Preparation of a registration dossier for Roszdravnadzor requires strict consistency of all documents. The technical description of the product, instructions for use, declared properties, and test results must form a single logical system. Any contradictions between documents are perceived by the regulator as a safety risk. In such cases, the examination is suspended, and the documents are returned for revision. This leads to repeated costs, increased registration time, and an increase in the overall cost of the project.
Significant costs are also generated at the stage of preclinical trials of medical devices. Technical, toxicological, and biological studies are mandatory for most products and directly depend on the risk class and purpose. If the test program is developed without taking into account the requirements of medical device registration legislation, the results obtained may be unsuitable for examination. As a result, some of the studies have to be repeated, and clinical trials are postponed.

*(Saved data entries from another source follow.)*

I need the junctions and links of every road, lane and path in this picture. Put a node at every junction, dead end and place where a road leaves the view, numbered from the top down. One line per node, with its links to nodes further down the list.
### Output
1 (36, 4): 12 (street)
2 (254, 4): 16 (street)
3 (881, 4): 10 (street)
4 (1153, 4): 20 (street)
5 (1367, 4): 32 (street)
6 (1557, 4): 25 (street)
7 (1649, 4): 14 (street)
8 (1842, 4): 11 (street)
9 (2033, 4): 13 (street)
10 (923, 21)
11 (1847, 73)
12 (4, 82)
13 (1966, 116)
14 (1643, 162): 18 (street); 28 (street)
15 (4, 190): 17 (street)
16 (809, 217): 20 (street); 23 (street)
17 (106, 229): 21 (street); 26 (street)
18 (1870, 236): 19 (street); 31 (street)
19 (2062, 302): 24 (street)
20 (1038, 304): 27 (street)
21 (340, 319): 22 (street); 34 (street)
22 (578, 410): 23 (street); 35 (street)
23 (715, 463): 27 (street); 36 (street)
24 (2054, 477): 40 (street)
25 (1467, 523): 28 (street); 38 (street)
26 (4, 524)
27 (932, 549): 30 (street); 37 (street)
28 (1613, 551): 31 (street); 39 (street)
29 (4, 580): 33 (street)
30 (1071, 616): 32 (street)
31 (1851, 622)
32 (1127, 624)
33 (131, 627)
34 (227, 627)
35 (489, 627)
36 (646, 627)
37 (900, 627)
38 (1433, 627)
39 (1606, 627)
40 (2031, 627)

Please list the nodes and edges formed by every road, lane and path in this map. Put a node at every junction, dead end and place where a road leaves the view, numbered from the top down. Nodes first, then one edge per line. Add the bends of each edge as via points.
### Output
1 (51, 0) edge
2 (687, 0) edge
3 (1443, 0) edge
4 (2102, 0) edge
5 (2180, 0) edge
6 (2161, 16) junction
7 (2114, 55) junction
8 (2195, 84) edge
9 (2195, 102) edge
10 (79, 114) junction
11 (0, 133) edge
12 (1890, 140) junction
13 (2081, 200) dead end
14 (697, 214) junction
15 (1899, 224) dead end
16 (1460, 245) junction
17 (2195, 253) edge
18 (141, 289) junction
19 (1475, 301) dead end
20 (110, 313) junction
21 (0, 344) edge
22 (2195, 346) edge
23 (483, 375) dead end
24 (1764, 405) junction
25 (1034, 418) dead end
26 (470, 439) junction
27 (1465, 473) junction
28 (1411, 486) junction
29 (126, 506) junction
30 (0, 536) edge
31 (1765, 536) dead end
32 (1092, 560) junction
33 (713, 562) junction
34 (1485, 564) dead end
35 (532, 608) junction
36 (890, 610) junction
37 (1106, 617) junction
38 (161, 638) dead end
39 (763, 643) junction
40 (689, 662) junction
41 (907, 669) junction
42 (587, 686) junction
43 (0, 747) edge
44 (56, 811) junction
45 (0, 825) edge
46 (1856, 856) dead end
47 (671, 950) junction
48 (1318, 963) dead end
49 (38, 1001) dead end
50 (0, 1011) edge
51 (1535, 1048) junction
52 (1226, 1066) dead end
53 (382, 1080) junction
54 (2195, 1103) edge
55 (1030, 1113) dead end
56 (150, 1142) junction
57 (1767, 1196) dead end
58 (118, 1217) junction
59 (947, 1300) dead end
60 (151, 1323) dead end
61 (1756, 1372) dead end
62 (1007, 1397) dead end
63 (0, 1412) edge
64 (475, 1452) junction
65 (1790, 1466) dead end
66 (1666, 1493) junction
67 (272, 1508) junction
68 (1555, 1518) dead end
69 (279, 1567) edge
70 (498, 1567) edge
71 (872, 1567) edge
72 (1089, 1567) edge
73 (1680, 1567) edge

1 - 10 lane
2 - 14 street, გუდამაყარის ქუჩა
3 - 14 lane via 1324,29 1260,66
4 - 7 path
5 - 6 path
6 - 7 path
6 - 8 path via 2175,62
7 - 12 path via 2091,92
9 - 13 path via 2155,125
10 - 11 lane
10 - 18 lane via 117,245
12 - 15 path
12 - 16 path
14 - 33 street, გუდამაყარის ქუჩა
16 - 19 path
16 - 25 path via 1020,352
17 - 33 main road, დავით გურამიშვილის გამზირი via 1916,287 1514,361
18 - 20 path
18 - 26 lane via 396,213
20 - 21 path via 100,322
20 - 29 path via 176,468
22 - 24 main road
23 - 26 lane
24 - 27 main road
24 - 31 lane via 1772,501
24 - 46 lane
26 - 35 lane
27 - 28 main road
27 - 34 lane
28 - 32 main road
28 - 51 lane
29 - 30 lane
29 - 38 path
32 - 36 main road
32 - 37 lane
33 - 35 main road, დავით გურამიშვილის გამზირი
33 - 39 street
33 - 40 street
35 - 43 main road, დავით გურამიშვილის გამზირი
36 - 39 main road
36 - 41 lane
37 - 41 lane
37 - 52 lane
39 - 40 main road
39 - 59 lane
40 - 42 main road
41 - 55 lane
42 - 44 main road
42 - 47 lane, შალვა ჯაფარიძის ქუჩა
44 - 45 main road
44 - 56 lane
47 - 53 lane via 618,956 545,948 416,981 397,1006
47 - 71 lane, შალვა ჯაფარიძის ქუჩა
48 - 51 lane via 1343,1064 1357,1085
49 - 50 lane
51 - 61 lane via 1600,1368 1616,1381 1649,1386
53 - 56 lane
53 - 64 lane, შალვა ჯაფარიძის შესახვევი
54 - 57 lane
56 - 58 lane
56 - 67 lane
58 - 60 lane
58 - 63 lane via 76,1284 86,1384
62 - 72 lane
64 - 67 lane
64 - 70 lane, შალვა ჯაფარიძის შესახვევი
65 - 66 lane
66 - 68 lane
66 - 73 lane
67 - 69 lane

A separate cost-increasing factor is returns and requests during the examination of the registration dossier. Even with formally fulfilled requirements, errors at the early stages lead to additional questions from Roszdravnadzor. Each such return means not only a delay in the medical device’s market entry but also indirect financial losses, including frozen investments, shifting commercial plans, and losing a competitive advantage.
As a result, clinical trials turn out to be not the most expensive stage of registration. The greatest costs are formed due to the lack of a unified medical device registration strategy, incorrect decisions at the start of the project, and attempts to optimize document preparation. These errors are rarely noticeable immediately, but they are the ones that make registration long, expensive, and unpredictable.